# Setup a working enviroment for running Clairvoyante

The `$HOME/parepare_data.sh` will install the python packages that are needed for a working envrionment to run Clairvoyante. It will download the data for variant calling and training dataset from the DNAnexus project. 

Note that this script does a `git clone` the latest version of Clairvoyante at run time.  If there is some update of the source code in GitHub, we might have to update the code in this notebook to make sure it will still function correctly.
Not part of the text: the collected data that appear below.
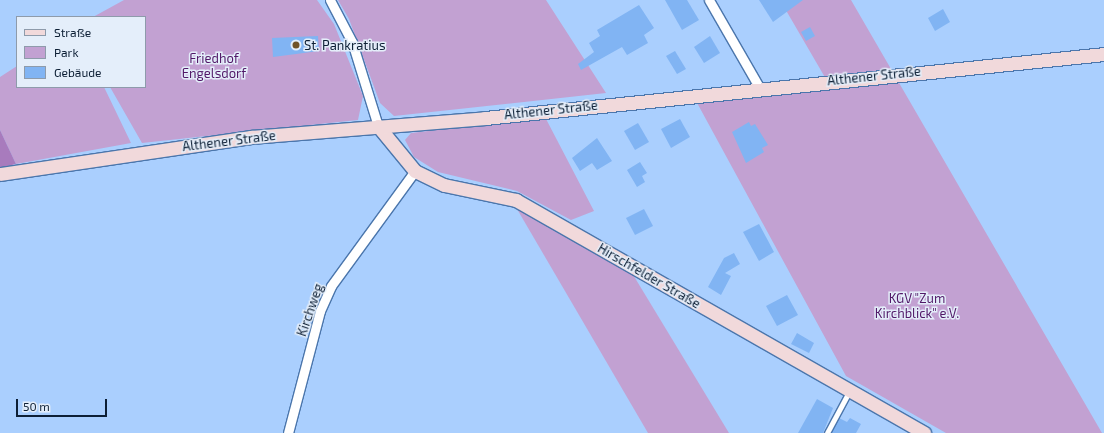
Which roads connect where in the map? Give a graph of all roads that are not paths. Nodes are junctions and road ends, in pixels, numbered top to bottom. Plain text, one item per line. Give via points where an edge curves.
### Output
1 (330, 0) edge
2 (709, 0) edge
3 (1104, 54) edge
4 (759, 87) junction
5 (378, 126) junction
6 (415, 171) junction
7 (0, 174) edge
8 (850, 390) junction
9 (288, 433) edge
10 (826, 433) edge
11 (924, 433) edge

1 - 5 street via 352,42
2 - 4 street
3 - 4 main road, Althener Straße
4 - 5 main road, Althener Straße
5 - 6 main road, Hirschfelder Straße
5 - 7 main road, Althener Straße via 251,137
6 - 8 main road, Hirschfelder Straße via 444,185 516,200
6 - 9 street, Kirchweg via 331,286 320,311
8 - 10 lane
8 - 11 main road, Hirschfelder Straße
The content of `$HOME/parepare_data.sh`.
```
#!/bin/bash
sudo /anaconda2/bin/pip install intervaltree blosc --no-cache
sudo apt-get install -q samtools
wget -q https://bootstrap.pypa.io/get-pip.py
sudo -H pypy get-pip.py
sudo -H pypy -m pip install -q blosc --no-cache
sudo -H pypy -m pip install -q intervaltree --no-cache

export PATH=/usr/local/sbin:/usr/local/bin:/usr/sbin:/usr/bin:/sbin:/bin:/snap/bin
export PYTHONPATH="/usr/share/dnanexus/lib/python2.7/site-packages:/usr/share/dnanexus/lib/python2.7/site-packages:/usr/share/dnanexus/lib/python2.7/site-packages:/usr/share/dnanexus/lib/python2.7/site-packages:"
source $HOME/environment
dx select $DX_PROJECT_CONTEXT_ID
git clone --depth=1 https://github.com/aquaskyline/Clairvoyante.git
cd Clairvoyante
dx download $DX_PROJECT_CONTEXT_ID:/cv_data/trainedModels.tbz
tar -jxf trainedModels.tbz

dx download $DX_PROJECT_CONTEXT_ID:/cv_data/training.tar.gz
tar -zxf training.tar.gz

dx download $DX_PROJECT_CONTEXT_ID:/cv_data/testingData.tar.gz
tar -zxf testingData.tar.gz
```


Original data URLs
```
http://www.bio8.cs.hku.hk/trainedModels.tbz
https://www.dropbox.com/s/twxe6kyv6k3owz4/training.tar.gz
https://www.dropbox.com/s/0s26oru0hut9edc/testingData.tar.gz
```

## Excute the `prepare_data.sh`. 

This may take a while.

In [None]:
%%bash
bash $HOME/prepare_data.sh

# Call variants

## Call variants from at known variant sites using a BAM file and a trained model

In [None]:
%%bash
export PATH=/anaconda2/bin:$PATH
cd Clairvoyante/training
python ../clairvoyante/callVarBam.py \
       --chkpnt_fn ../trainedModels/fullv3-illumina-novoalign-hg001+hg002-hg38/learningRate1e-3.epoch500 \
       --bam_fn ../testingData/chr21/chr21.bam \
       --ref_fn ../testingData/chr21/chr21.fa \
       --call_fn tensor_can_chr21.vcf \
       --ctgName chr21
head -100 tensor_can_chr21.vcf

## Call variants from the tensors of candidate variant and a trained model

In [None]:
%%bash
export PATH=/anaconda2/bin:$PATH
cd Clairvoyante/training
python ../clairvoyante/callVar.py --chkpnt_fn ../trainedModels/fullv3-illumina-novoalign-hg001+hg002-hg38/learningRate1e-3.epoch500 --tensor_fn tensor_can_chr21 --call_fn tensor_can_chr21.vcf
head -100 tensor_can_chr21.vcf